:: EXERCISE OBJECTIVE ::
Among the entries below, find the lines holding "graph" and copy them.

Start of RECORDS FOR THE TASK

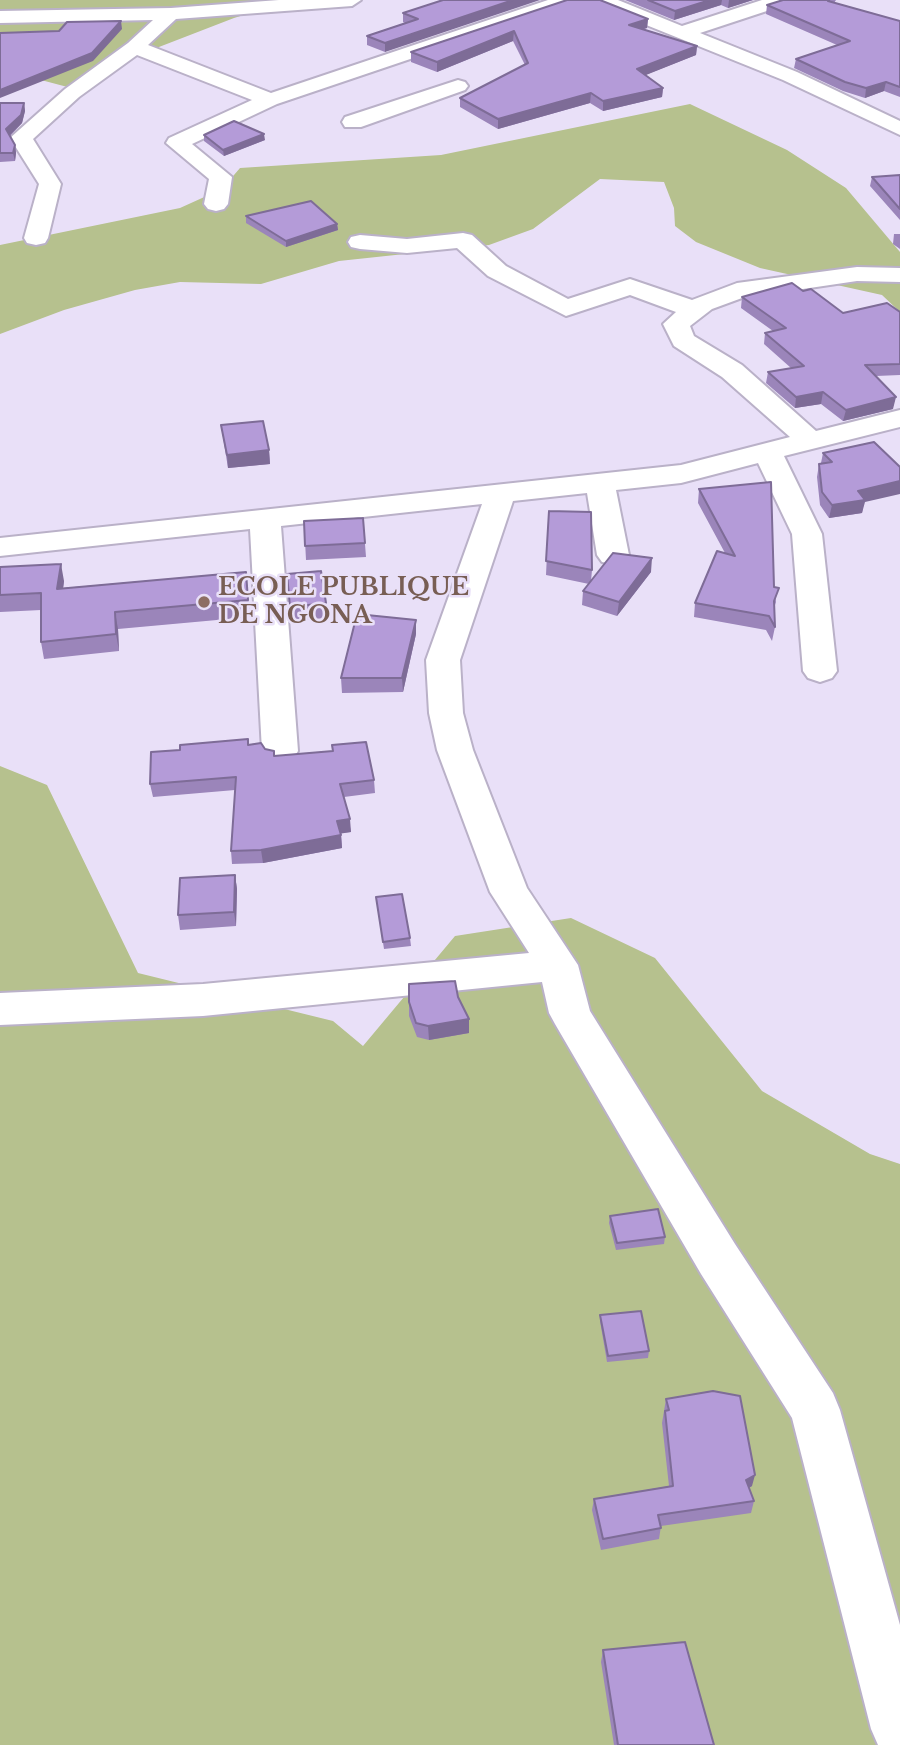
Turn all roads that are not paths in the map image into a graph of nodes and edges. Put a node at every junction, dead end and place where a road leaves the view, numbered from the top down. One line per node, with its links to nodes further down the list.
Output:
1 (352, 0): 5 (street)
2 (566, 0): 9 (street)
3 (601, 0): 7 (street)
4 (781, 0): 7 (street)
5 (171, 14): 6 (street); 8 (street)
6 (0, 17)
7 (683, 32): 11 (street)
8 (135, 47): 10 (street); 16 (street)
9 (386, 61): 10 (street); 13 (street)
10 (270, 100): 15 (street)
11 (844, 102): 12 (street); 14 (street)
12 (889, 102)
13 (353, 122)
14 (900, 129)
15 (216, 204)
16 (36, 238)
17 (360, 242): 19 (street)
18 (900, 275): 19 (street)
19 (695, 310): 21 (street)
20 (900, 418): 21 (street)
21 (810, 440): 22 (street)
22 (767, 452): 23 (street); 28 (street)
23 (600, 484): 24 (street); 27 (street)
24 (500, 493): 25 (street); 30 (street)
25 (265, 519): 26 (street); 29 (street)
26 (0, 547)
27 (613, 555)
28 (820, 671)
29 (280, 751)
30 (558, 965): 31 (street); 32 (street)
31 (0, 1009)
32 (900, 1730)

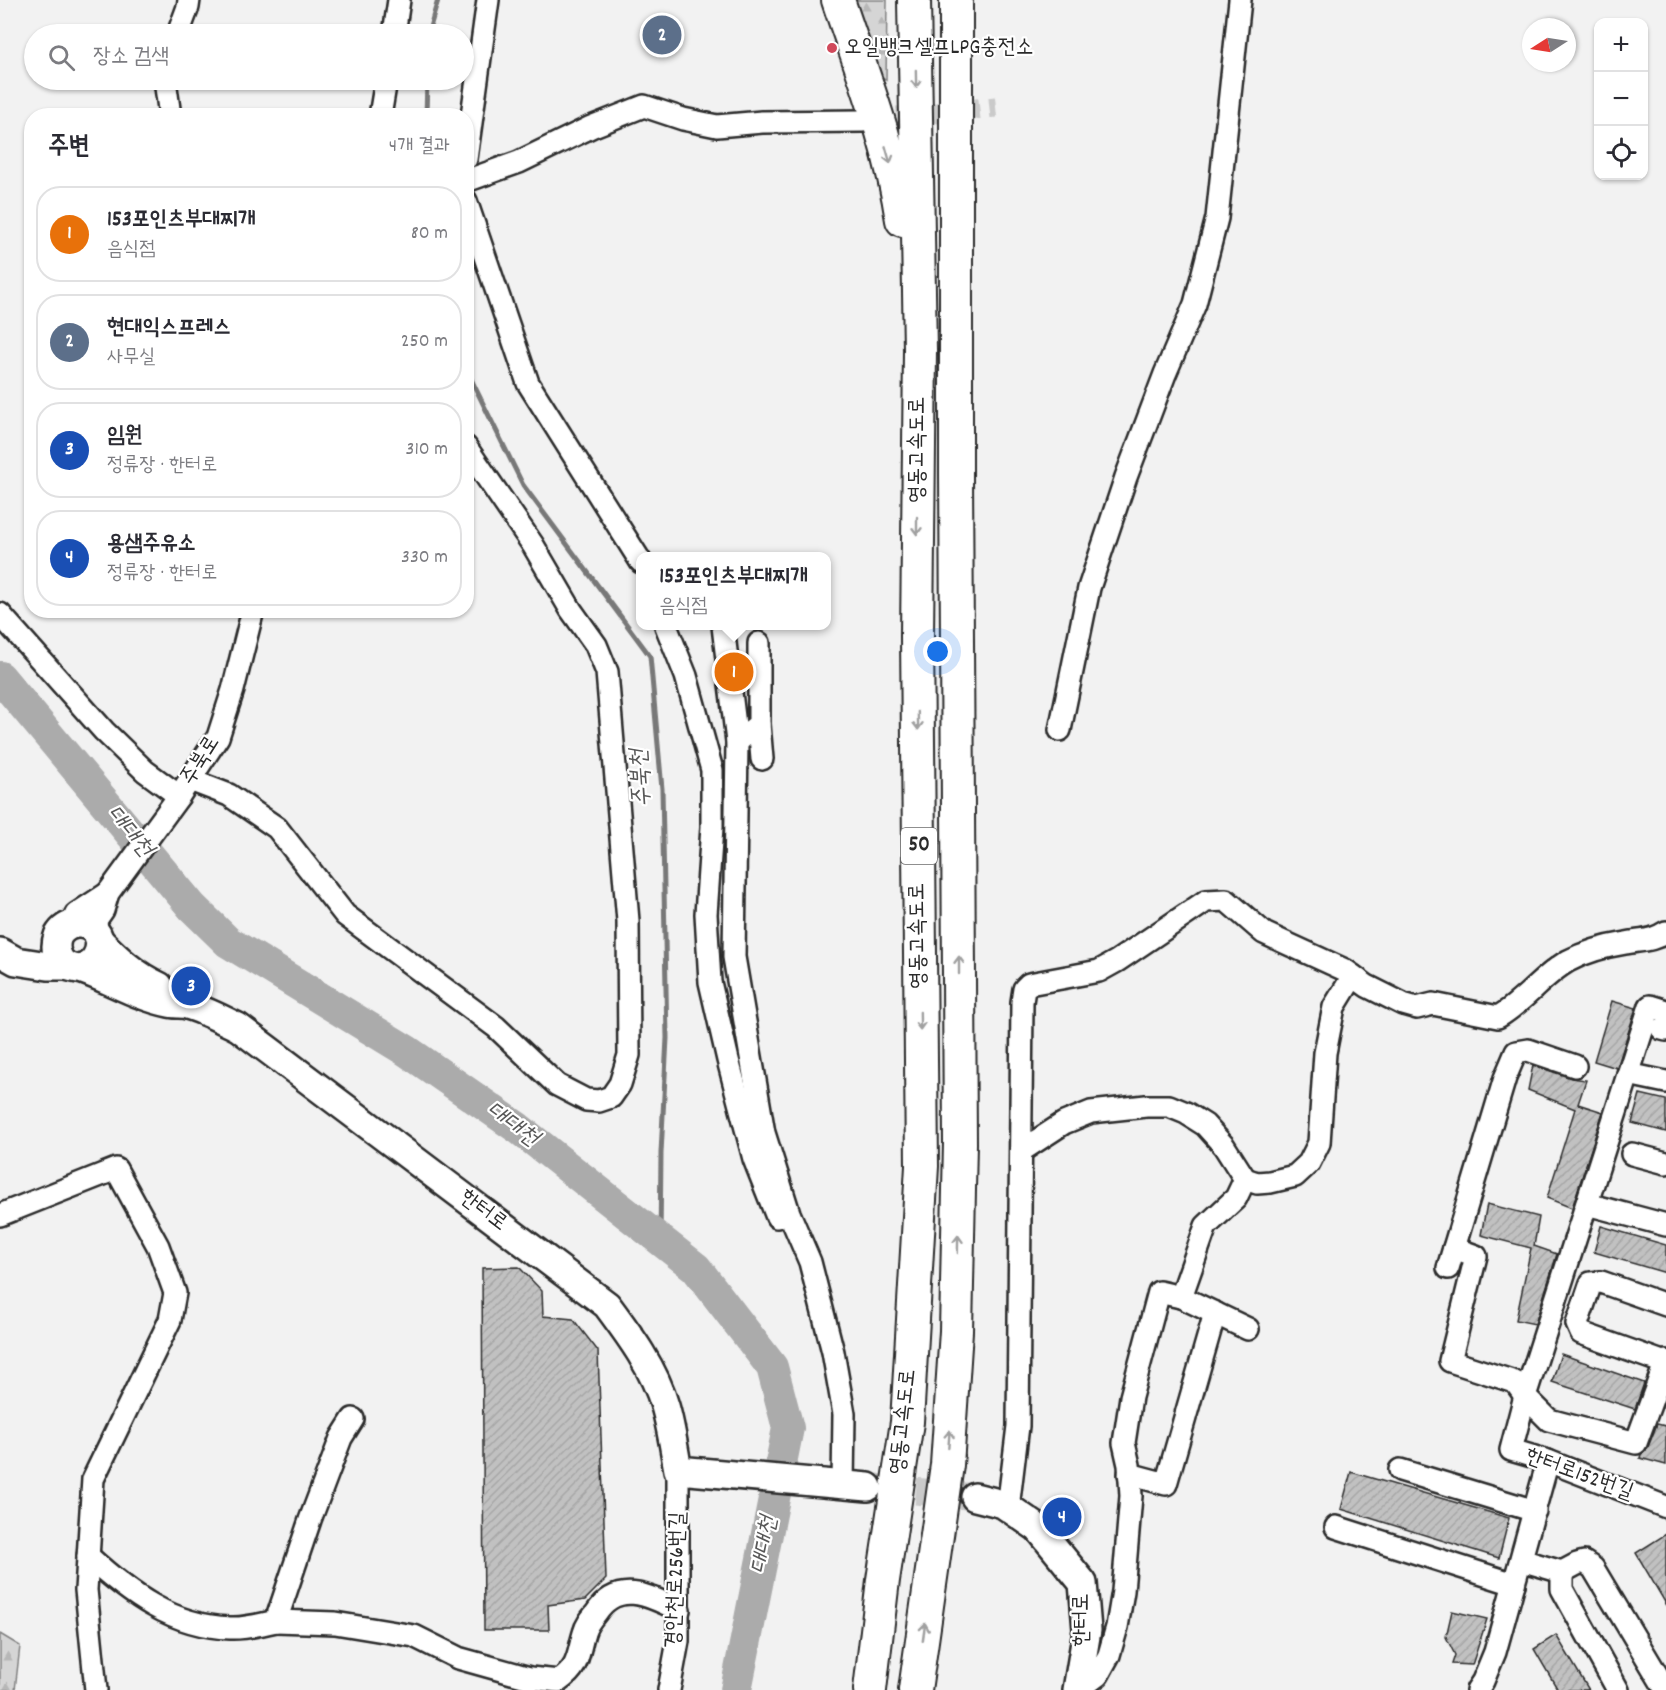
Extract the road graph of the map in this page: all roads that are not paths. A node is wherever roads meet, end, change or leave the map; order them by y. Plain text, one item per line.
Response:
1 (399, 0) edge
2 (488, 0) edge
3 (838, 0) edge
4 (914, 0) edge
5 (956, 0) edge
6 (1240, 0) edge
7 (191, 2) edge
8 (182, 24) edge
9 (395, 24) edge
10 (166, 90) edge
11 (384, 90) edge
12 (169, 108) edge
13 (381, 108) edge
14 (473, 108) edge
15 (863, 121) tunnel mouth
16 (474, 178) edge
17 (474, 224) edge
18 (920, 350) junction
19 (474, 459) edge
20 (636, 554) edge
21 (0, 614) edge
22 (251, 618) edge
23 (668, 630) edge
24 (723, 630) edge
25 (759, 644) dead end
26 (759, 724) junction
27 (1060, 730) dead end
28 (737, 742) junction
29 (762, 759) dead end
30 (180, 794) junction
31 (108, 893) junction
32 (66, 929) junction
33 (1666, 932) edge
34 (98, 937) junction
35 (2, 952) edge
36 (74, 967) junction
37 (1353, 976) junction
38 (184, 1004) junction
39 (1665, 1023) edge
40 (1575, 1066) dead end
41 (1628, 1074) junction
42 (1666, 1082) edge
43 (1021, 1151) junction
44 (1632, 1154) dead end
45 (1666, 1163) edge
46 (1245, 1179) junction
47 (1587, 1204) junction
48 (0, 1215) edge
49 (1666, 1225) edge
50 (1181, 1298) junction
51 (1666, 1305) edge
52 (1215, 1313) junction
53 (1248, 1329) dead end
54 (828, 1334) junction
55 (1666, 1362) edge
56 (1525, 1396) junction
57 (353, 1419) dead end
58 (1548, 1461) junction
59 (1400, 1470) dead end
60 (691, 1471) junction
61 (1130, 1474) junction
62 (856, 1486) joint
63 (975, 1497) tunnel mouth
64 (1666, 1507) edge
65 (1008, 1508) junction
66 (1535, 1511) junction
67 (1336, 1527) dead end
68 (88, 1556) junction
69 (1521, 1560) junction
70 (1562, 1572) junction
71 (1514, 1584) junction
72 (679, 1610) junction
73 (276, 1621) junction
74 (1483, 1687) edge
75 (96, 1690) edge
76 (669, 1690) edge
77 (870, 1690) edge
78 (915, 1690) edge
79 (1078, 1690) edge
80 (1618, 1690) edge
81 (1666, 1690) edge

1 - 9 street
2 - 14 street
3 -> 18 highway
4 -> 18 highway, 영동고속도로 / 50
78 -> 5 highway, 영동고속도로 / 50
6 - 27 street
7 - 8 street
10 - 12 street
11 - 13 street
15 - 16 street
17 - 20 street
18 -> 77 highway, 영동고속도로 / 50
19 - 30 street
21 - 30 street
22 - 30 street, 주북로
23 - 54 street
24 - 28 street
25 - 26 street
26 - 28 street
26 - 29 street
28 - 54 street
30 - 31 street, 주북로
31 - 32 street, 주북로
31 - 34 street, 주북로
32 - 34 main road
32 - 35 main road, 한터로
32 - 36 main road
33 - 37 street
34 - 36 main road
34 - 38 main road, 한터로
35 - 36 main road, 한터로
36 - 38 main road, 한터로
37 - 43 street
37 - 46 street
38 - 60 main road, 한터로
39 - 41 street
40 - 56 street
41 - 42 street
41 - 47 street
43 - 46 street
43 - 65 street
44 - 45 street
46 - 50 street
47 - 49 street
47 - 56 street
48 - 68 street
50 - 52 street
50 - 61 street
51 - 55 street
52 - 53 street
52 - 61 street
54 - 62 street
55 - 56 street
56 - 58 street, 한터로152번길
57 - 73 street
58 - 64 street, 한터로152번길
58 - 66 street
59 - 66 street
60 - 62 main road
60 - 72 street, 경안천로256번길
61 - 79 street
63 - 65 main road, 한터로
65 - 79 main road, 한터로
66 - 69 street
67 - 71 street
68 - 73 street
68 - 75 street
69 - 70 street
69 - 71 street
70 - 80 street
70 - 81 street
71 - 74 street
72 - 73 street
72 - 76 street, 경안천로256번길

End of RECORDS FOR THE TASK

:: EXERCISE OUTPUT ::
Turn all roads that are not paths in the map image into a graph of nodes and edges. Put a node at every junction, dead end and place where a road leaves the view, numbered from the top down. One line per node, with its links to nodes further down the list.
Extract the road graph of the map in this page: all roads that are not paths. A node is wherever roads meet, end, change or leave the map; order them by y. Plain text, one item per line.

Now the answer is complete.